Repeat all of the data precisely.

Given data:
*** Begin section ***

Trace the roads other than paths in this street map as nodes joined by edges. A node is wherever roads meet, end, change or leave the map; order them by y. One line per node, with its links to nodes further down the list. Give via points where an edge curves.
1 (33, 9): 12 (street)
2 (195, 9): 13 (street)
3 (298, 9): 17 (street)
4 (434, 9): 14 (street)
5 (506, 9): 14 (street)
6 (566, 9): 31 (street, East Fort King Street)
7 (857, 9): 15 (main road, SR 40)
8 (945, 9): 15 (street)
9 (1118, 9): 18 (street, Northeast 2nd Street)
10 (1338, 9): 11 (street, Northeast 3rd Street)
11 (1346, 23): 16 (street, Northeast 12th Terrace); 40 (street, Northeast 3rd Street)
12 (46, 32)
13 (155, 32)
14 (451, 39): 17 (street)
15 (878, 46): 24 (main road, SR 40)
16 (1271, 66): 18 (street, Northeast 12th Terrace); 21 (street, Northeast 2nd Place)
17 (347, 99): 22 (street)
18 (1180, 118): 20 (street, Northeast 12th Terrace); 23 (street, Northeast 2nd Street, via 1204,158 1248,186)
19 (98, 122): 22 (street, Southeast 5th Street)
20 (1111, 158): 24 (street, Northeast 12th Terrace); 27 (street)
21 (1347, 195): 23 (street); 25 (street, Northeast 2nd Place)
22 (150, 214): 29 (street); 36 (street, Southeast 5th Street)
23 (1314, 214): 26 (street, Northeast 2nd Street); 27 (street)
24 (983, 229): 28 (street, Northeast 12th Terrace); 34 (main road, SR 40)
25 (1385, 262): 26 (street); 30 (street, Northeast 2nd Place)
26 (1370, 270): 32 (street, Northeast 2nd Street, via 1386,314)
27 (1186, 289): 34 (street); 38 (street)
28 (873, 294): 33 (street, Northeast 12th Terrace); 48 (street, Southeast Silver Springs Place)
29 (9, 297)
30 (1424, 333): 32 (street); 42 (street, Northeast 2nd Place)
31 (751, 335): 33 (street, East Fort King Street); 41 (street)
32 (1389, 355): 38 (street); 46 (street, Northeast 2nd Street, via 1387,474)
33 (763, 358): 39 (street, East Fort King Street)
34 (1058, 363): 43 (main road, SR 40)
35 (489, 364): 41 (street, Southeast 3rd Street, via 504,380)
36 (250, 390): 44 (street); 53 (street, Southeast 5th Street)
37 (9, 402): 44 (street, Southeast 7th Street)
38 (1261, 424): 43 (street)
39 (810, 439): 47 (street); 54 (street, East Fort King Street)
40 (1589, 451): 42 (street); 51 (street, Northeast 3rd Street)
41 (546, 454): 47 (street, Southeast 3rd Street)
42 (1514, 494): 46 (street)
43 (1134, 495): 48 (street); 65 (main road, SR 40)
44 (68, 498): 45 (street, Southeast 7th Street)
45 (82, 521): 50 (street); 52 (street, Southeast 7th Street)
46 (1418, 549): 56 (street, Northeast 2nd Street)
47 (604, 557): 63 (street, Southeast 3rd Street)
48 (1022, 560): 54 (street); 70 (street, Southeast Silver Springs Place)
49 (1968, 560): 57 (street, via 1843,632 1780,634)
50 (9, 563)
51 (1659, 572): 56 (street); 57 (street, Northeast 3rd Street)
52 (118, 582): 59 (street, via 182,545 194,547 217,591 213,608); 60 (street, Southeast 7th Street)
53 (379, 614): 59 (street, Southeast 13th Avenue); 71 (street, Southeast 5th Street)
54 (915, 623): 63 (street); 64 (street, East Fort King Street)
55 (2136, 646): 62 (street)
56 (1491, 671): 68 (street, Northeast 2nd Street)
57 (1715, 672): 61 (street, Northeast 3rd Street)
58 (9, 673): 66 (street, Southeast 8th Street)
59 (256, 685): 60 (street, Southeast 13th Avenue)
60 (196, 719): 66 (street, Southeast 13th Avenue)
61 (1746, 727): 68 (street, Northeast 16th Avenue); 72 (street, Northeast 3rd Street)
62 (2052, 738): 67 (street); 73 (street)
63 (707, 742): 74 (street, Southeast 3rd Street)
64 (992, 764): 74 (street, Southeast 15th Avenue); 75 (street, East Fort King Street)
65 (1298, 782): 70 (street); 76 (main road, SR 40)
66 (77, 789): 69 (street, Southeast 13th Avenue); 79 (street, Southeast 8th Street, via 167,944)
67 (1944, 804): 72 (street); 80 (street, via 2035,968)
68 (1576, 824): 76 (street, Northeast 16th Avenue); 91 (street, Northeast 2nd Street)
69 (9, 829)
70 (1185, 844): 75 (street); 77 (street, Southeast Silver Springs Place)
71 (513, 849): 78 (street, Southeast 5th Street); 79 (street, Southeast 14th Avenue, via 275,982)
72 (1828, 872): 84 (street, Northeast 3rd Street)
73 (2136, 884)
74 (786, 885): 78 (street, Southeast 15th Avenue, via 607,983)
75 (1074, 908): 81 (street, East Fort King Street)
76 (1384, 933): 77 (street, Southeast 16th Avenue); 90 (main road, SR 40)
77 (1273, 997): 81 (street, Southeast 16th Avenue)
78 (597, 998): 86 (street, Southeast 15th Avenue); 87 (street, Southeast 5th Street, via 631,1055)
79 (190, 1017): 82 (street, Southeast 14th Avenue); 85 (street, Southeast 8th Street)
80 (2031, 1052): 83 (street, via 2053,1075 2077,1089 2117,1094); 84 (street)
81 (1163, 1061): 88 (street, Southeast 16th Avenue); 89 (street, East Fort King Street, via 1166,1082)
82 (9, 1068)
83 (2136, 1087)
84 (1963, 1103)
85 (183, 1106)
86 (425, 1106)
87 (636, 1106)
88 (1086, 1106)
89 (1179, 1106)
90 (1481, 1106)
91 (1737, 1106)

*** End section ***

Task response:
Trace the roads other than paths in this street map as nodes joined by edges. A node is wherever roads meet, end, change or leave the map; order them by y. One line per node, with its links to nodes further down the list. Give via points where an edge curves.
1 (33, 9): 12 (street)
2 (195, 9): 13 (street)
3 (298, 9): 17 (street)
4 (434, 9): 14 (street)
5 (506, 9): 14 (street)
6 (566, 9): 31 (street, East Fort King Street)
7 (857, 9): 15 (main road, SR 40)
8 (945, 9): 15 (street)
9 (1118, 9): 18 (street, Northeast 2nd Street)
10 (1338, 9): 11 (street, Northeast 3rd Street)
11 (1346, 23): 16 (street, Northeast 12th Terrace); 40 (street, Northeast 3rd Street)
12 (46, 32)
13 (155, 32)
14 (451, 39): 17 (street)
15 (878, 46): 24 (main road, SR 40)
16 (1271, 66): 18 (street, Northeast 12th Terrace); 21 (street, Northeast 2nd Place)
17 (347, 99): 22 (street)
18 (1180, 118): 20 (street, Northeast 12th Terrace); 23 (street, Northeast 2nd Street, via 1204,158 1248,186)
19 (98, 122): 22 (street, Southeast 5th Street)
20 (1111, 158): 24 (street, Northeast 12th Terrace); 27 (street)
21 (1347, 195): 23 (street); 25 (street, Northeast 2nd Place)
22 (150, 214): 29 (street); 36 (street, Southeast 5th Street)
23 (1314, 214): 26 (street, Northeast 2nd Street); 27 (street)
24 (983, 229): 28 (street, Northeast 12th Terrace); 34 (main road, SR 40)
25 (1385, 262): 26 (street); 30 (street, Northeast 2nd Place)
26 (1370, 270): 32 (street, Northeast 2nd Street, via 1386,314)
27 (1186, 289): 34 (street); 38 (street)
28 (873, 294): 33 (street, Northeast 12th Terrace); 48 (street, Southeast Silver Springs Place)
29 (9, 297)
30 (1424, 333): 32 (street); 42 (street, Northeast 2nd Place)
31 (751, 335): 33 (street, East Fort King Street); 41 (street)
32 (1389, 355): 38 (street); 46 (street, Northeast 2nd Street, via 1387,474)
33 (763, 358): 39 (street, East Fort King Street)
34 (1058, 363): 43 (main road, SR 40)
35 (489, 364): 41 (street, Southeast 3rd Street, via 504,380)
36 (250, 390): 44 (street); 53 (street, Southeast 5th Street)
37 (9, 402): 44 (street, Southeast 7th Street)
38 (1261, 424): 43 (street)
39 (810, 439): 47 (street); 54 (street, East Fort King Street)
40 (1589, 451): 42 (street); 51 (street, Northeast 3rd Street)
41 (546, 454): 47 (street, Southeast 3rd Street)
42 (1514, 494): 46 (street)
43 (1134, 495): 48 (street); 65 (main road, SR 40)
44 (68, 498): 45 (street, Southeast 7th Street)
45 (82, 521): 50 (street); 52 (street, Southeast 7th Street)
46 (1418, 549): 56 (street, Northeast 2nd Street)
47 (604, 557): 63 (street, Southeast 3rd Street)
48 (1022, 560): 54 (street); 70 (street, Southeast Silver Springs Place)
49 (1968, 560): 57 (street, via 1843,632 1780,634)
50 (9, 563)
51 (1659, 572): 56 (street); 57 (street, Northeast 3rd Street)
52 (118, 582): 59 (street, via 182,545 194,547 217,591 213,608); 60 (street, Southeast 7th Street)
53 (379, 614): 59 (street, Southeast 13th Avenue); 71 (street, Southeast 5th Street)
54 (915, 623): 63 (street); 64 (street, East Fort King Street)
55 (2136, 646): 62 (street)
56 (1491, 671): 68 (street, Northeast 2nd Street)
57 (1715, 672): 61 (street, Northeast 3rd Street)
58 (9, 673): 66 (street, Southeast 8th Street)
59 (256, 685): 60 (street, Southeast 13th Avenue)
60 (196, 719): 66 (street, Southeast 13th Avenue)
61 (1746, 727): 68 (street, Northeast 16th Avenue); 72 (street, Northeast 3rd Street)
62 (2052, 738): 67 (street); 73 (street)
63 (707, 742): 74 (street, Southeast 3rd Street)
64 (992, 764): 74 (street, Southeast 15th Avenue); 75 (street, East Fort King Street)
65 (1298, 782): 70 (street); 76 (main road, SR 40)
66 (77, 789): 69 (street, Southeast 13th Avenue); 79 (street, Southeast 8th Street, via 167,944)
67 (1944, 804): 72 (street); 80 (street, via 2035,968)
68 (1576, 824): 76 (street, Northeast 16th Avenue); 91 (street, Northeast 2nd Street)
69 (9, 829)
70 (1185, 844): 75 (street); 77 (street, Southeast Silver Springs Place)
71 (513, 849): 78 (street, Southeast 5th Street); 79 (street, Southeast 14th Avenue, via 275,982)
72 (1828, 872): 84 (street, Northeast 3rd Street)
73 (2136, 884)
74 (786, 885): 78 (street, Southeast 15th Avenue, via 607,983)
75 (1074, 908): 81 (street, East Fort King Street)
76 (1384, 933): 77 (street, Southeast 16th Avenue); 90 (main road, SR 40)
77 (1273, 997): 81 (street, Southeast 16th Avenue)
78 (597, 998): 86 (street, Southeast 15th Avenue); 87 (street, Southeast 5th Street, via 631,1055)
79 (190, 1017): 82 (street, Southeast 14th Avenue); 85 (street, Southeast 8th Street)
80 (2031, 1052): 83 (street, via 2053,1075 2077,1089 2117,1094); 84 (street)
81 (1163, 1061): 88 (street, Southeast 16th Avenue); 89 (street, East Fort King Street, via 1166,1082)
82 (9, 1068)
83 (2136, 1087)
84 (1963, 1103)
85 (183, 1106)
86 (425, 1106)
87 (636, 1106)
88 (1086, 1106)
89 (1179, 1106)
90 (1481, 1106)
91 (1737, 1106)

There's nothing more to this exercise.